» **What the exercise asks**
Your answer should hold all lines of the entries that include the word "Eastway".

» **Information given**
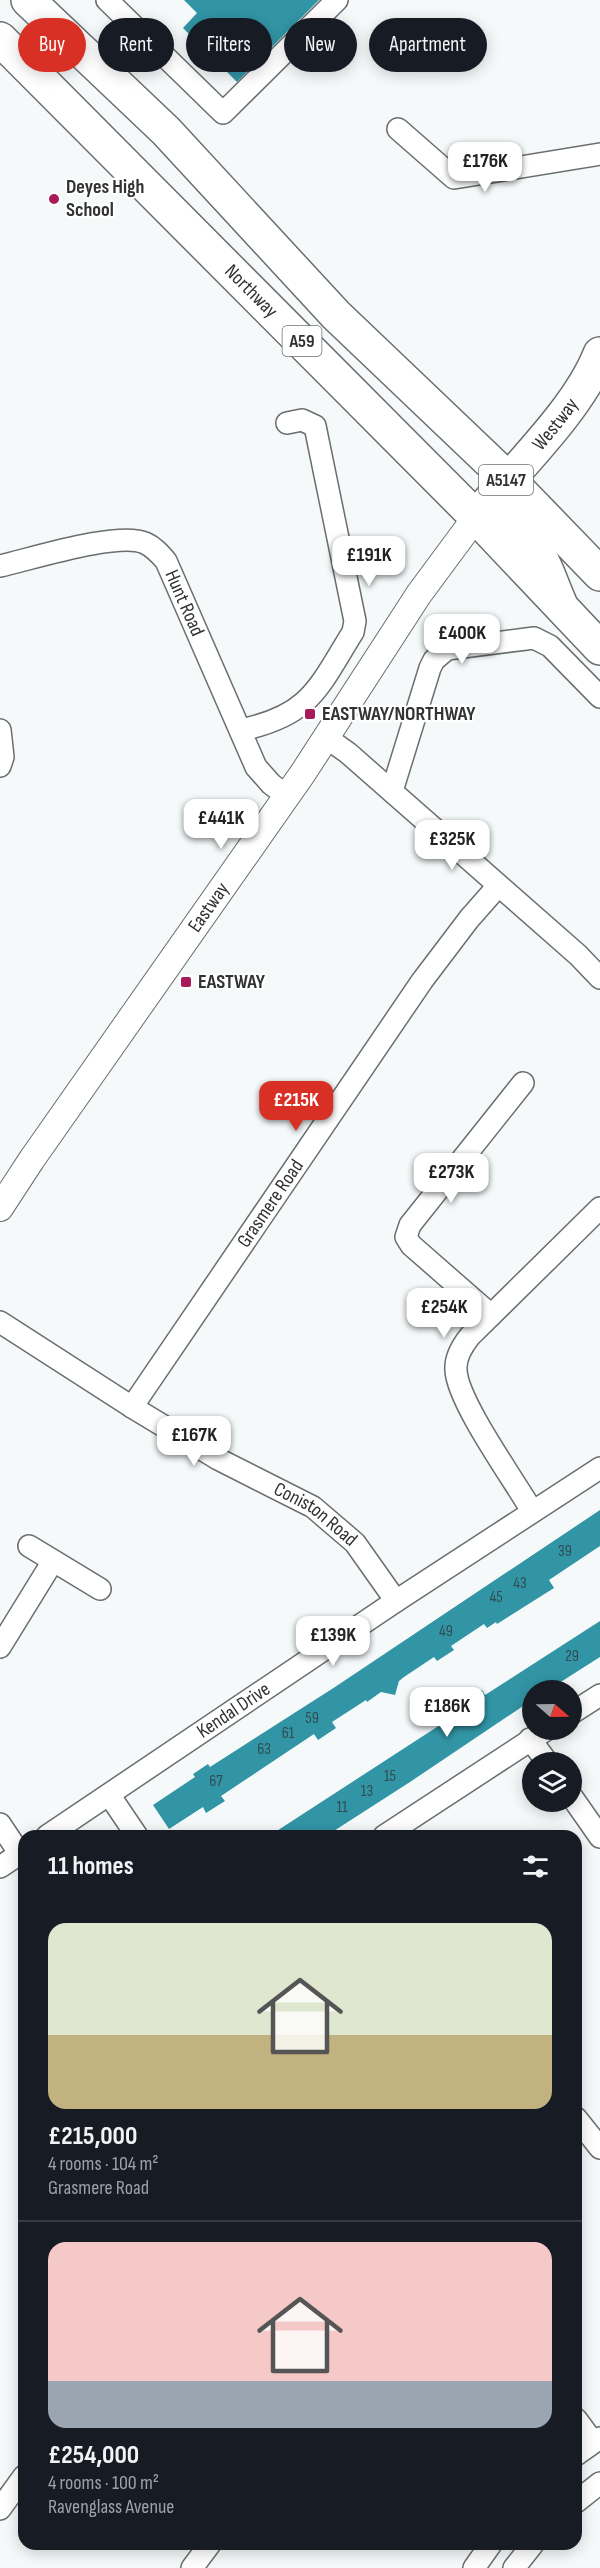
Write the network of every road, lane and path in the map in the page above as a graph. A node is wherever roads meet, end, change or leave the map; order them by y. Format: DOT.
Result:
graph roads {
  1 [pos="28,0"];
  2 [pos="107,0"];
  3 [pos="337,0"];
  4 [pos="0,39"];
  5 [pos="398,129"];
  6 [pos="600,154"];
  7 [pos="600,354"];
  8 [pos="287,423"];
  9 [pos="507,478"];
  10 [pos="476,517"];
  11 [pos="0,566"];
  12 [pos="600,574"];
  13 [pos="562,608"];
  14 [pos="600,648"];
  15 [pos="600,698"];
  16 [pos="0,730"];
  17 [pos="241,730"];
  18 [pos="327,738"];
  19 [pos="0,766"];
  20 [pos="392,792"];
  21 [pos="287,796"];
  22 [pos="498,886"];
  23 [pos="600,978"];
  24 [pos="523,1083"];
  25 [pos="0,1208"];
  26 [pos="600,1208"];
  27 [pos="491,1315"];
  28 [pos="0,1322"];
  29 [pos="132,1407"];
  30 [pos="600,1468"];
  31 [pos="532,1510"];
  32 [pos="29,1546"];
  33 [pos="53,1561"];
  34 [pos="100,1589"];
  35 [pos="396,1601"];
  36 [pos="0,1647"];
  37 [pos="600,1695"];
  38 [pos="582,1707"];
  39 [pos="529,1740"];
  40 [pos="110,1796"];
  41 [pos="582,1811"];
  42 [pos="0,1824"];
  43 [pos="57,1830"];
  44 [pos="133,1830"];
  45 [pos="393,1830"];
  46 [pos="600,1837"];
  47 [pos="18,1847"];
  48 [pos="18,1855"];
  49 [pos="0,1867"];
  50 [pos="582,2126"];
  51 [pos="600,2148"];
  52 [pos="582,2425"];
  53 [pos="597,2440"];
  54 [pos="582,2451"];
  55 [pos="600,2483"];
  56 [pos="18,2484"];
  57 [pos="582,2497"];
  58 [pos="0,2509"];
  59 [pos="206,2550"];
  60 [pos="528,2550"];
  61 [pos="483,2555"];
  62 [pos="192,2568"];
  63 [pos="504,2568"];
  64 [pos="513,2568"];
  1 -- 9 [label="main road, A59"];
  2 -- 3 [label="street"];
  4 -- 10 [label="main road, Northway / A59"];
  5 -- 6 [label="street"];
  7 -- 9 [label="main road, Westway / A5147"];
  8 -- 17 [label="street"];
  9 -- 10 [label="main road, Westway / A5147"];
  9 -- 12 [label="main road, A59"];
  9 -- 13 [label="main road"];
  10 -- 13 [label="main road, Northway / A59"];
  10 -- 18 [label="street, Eastway"];
  11 -- 17 [label="street, Hunt Road"];
  13 -- 14 [label="main road, Northway / A59"];
  15 -- 20 [label="street"];
  16 -- 19 [label="street"];
  17 -- 21 [label="street, Hunt Road"];
  18 -- 20 [label="street"];
  18 -- 21 [label="street, Eastway"];
  20 -- 22 [label="street"];
  21 -- 25 [label="street, Eastway"];
  22 -- 23 [label="street"];
  22 -- 29 [label="street, Grasmere Road"];
  24 -- 27 [label="street"];
  26 -- 27 [label="street"];
  27 -- 31 [label="street"];
  28 -- 29 [label="street, Coniston Road"];
  29 -- 35 [label="street, Coniston Road"];
  30 -- 31 [label="street, Kendal Drive"];
  31 -- 35 [label="street, Kendal Drive"];
  32 -- 33 [label="street"];
  33 -- 34 [label="street"];
  33 -- 36 [label="street"];
  35 -- 40 [label="street, Kendal Drive"];
  37 -- 38 [label="street"];
  39 -- 45 [label="street"];
  40 -- 43 [label="street, Kendal Drive"];
  40 -- 44 [label="street"];
  41 -- 46 [label="street"];
  42 -- 47 [label="street"];
  48 -- 49 [label="street"];
  50 -- 51 [label="street"];
  52 -- 53 [label="street"];
  53 -- 54 [label="street"];
  55 -- 57 [label="street"];
  56 -- 58 [label="street"];
  59 -- 62 [label="street"];
  60 -- 64 [label="street"];
  61 -- 63 [label="street"];
}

» **Result for this task**
  10 -- 18 [label="street, Eastway"];
  18 -- 21 [label="street, Eastway"];
  21 -- 25 [label="street, Eastway"];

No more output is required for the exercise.